Białkowy kokosowy omlet biszkoptowy ze śliwkami smażonymi z cukrem trzcinowym na oleju kokosowym
Nie sądziłam, że macie o mnie tak złe zdanie... Tyle razy zostałam wczoraj wyzwana od buraka - no cóż, ale w gruncie rzeczy ci, którzy mnie tak nazwali - mieli rację. :D Bo to właśnie burak był owym tajemniczym składnikiem wczorajszego śniadania. Dzisiaj natomiast śniadania nie jem sama, bo w towarzystwie Sandry i Ash. Póki co co prawda tylko wirtualnym, ale kto to wie, jak będzie z kolejnymi!
TYDZIEŃ W RYTMIE PONIEDZIAŁKU vol. 3: o tym, co w Empiku
Ten tydzień zaczynam od przesłuchania wyśpiewanego otulającym głosem Chrisa Cornella "Audioslave". A Wy którą z trzech wcześniej wymienionych pozycji wybieracie? :)
BIAŁKOWY OMLET KOKOSOWY
3 białka
żółtko
30 g mąki kokosowej*
łyżka oleju kokosowego
szczypta soli
Białka ubijam ze szczyptą soli na sztywną pianę. Zmniejszam obroty miksera i dodaję żółtko i olej, a następnie wysypuję mąkę i miksuję tylko do połączenia się składników. Przekładam masę na lekko natłuszczoną patelnię i smażę na małym ogniu dopóki boki omletu nie będą ścięte.
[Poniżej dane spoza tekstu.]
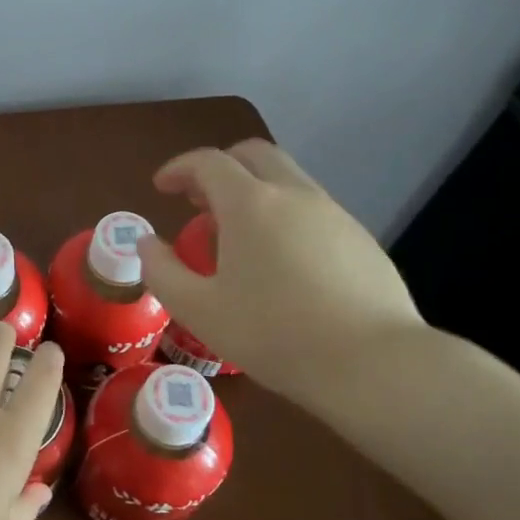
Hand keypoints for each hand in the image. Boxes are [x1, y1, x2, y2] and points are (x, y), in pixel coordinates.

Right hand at [137, 139, 423, 402]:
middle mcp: (294, 195)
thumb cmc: (273, 333)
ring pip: (287, 179)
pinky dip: (284, 214)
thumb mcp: (198, 309)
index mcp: (250, 204)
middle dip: (220, 167)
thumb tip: (145, 243)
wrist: (374, 364)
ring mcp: (334, 214)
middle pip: (253, 154)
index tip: (161, 187)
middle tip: (199, 200)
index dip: (179, 168)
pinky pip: (312, 208)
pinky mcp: (361, 239)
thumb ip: (161, 271)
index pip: (208, 162)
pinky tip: (280, 261)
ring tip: (236, 234)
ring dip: (254, 190)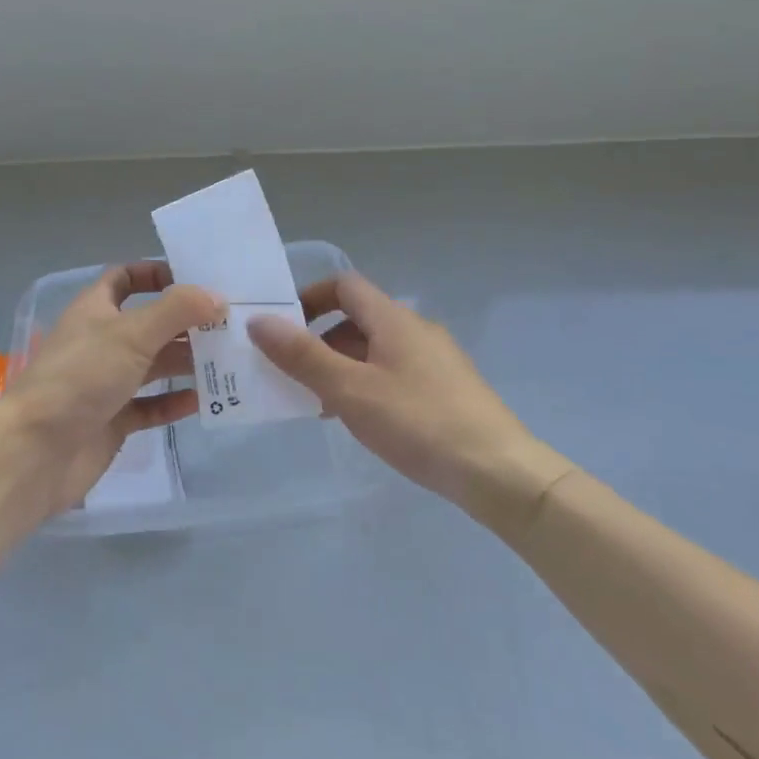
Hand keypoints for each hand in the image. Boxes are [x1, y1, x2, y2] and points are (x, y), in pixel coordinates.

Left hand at [0, 260, 221, 518]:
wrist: (36, 452)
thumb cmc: (82, 377)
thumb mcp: (132, 333)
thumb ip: (177, 310)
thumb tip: (217, 297)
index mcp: (96, 310)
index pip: (125, 278)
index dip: (156, 274)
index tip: (194, 281)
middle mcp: (101, 341)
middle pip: (149, 323)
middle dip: (185, 323)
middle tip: (228, 325)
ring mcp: (106, 383)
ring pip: (153, 365)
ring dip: (186, 361)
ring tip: (227, 360)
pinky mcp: (113, 420)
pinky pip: (151, 405)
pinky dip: (174, 402)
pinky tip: (203, 400)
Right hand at [247, 272, 571, 527]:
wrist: (499, 472)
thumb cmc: (418, 422)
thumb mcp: (350, 390)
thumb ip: (302, 355)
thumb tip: (259, 321)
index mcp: (393, 318)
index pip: (344, 286)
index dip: (310, 297)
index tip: (282, 327)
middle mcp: (416, 329)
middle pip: (358, 318)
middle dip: (319, 340)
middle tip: (291, 373)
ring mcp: (436, 359)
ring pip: (376, 349)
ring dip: (342, 366)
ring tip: (319, 403)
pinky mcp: (447, 389)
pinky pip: (395, 372)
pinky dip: (368, 384)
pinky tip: (362, 420)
Następnie delikatnie przewracam go na drugą stronę i smażę pod przykryciem przez kolejne 10 minut (ja smażyłam tylko ok. 5 minut - w imię zasady Marian głodny, Marian zły - i trochę przez to opadł). Podałam ze śliwkami usmażonymi na oleju kokosowym z łyżką cukru trzcinowego.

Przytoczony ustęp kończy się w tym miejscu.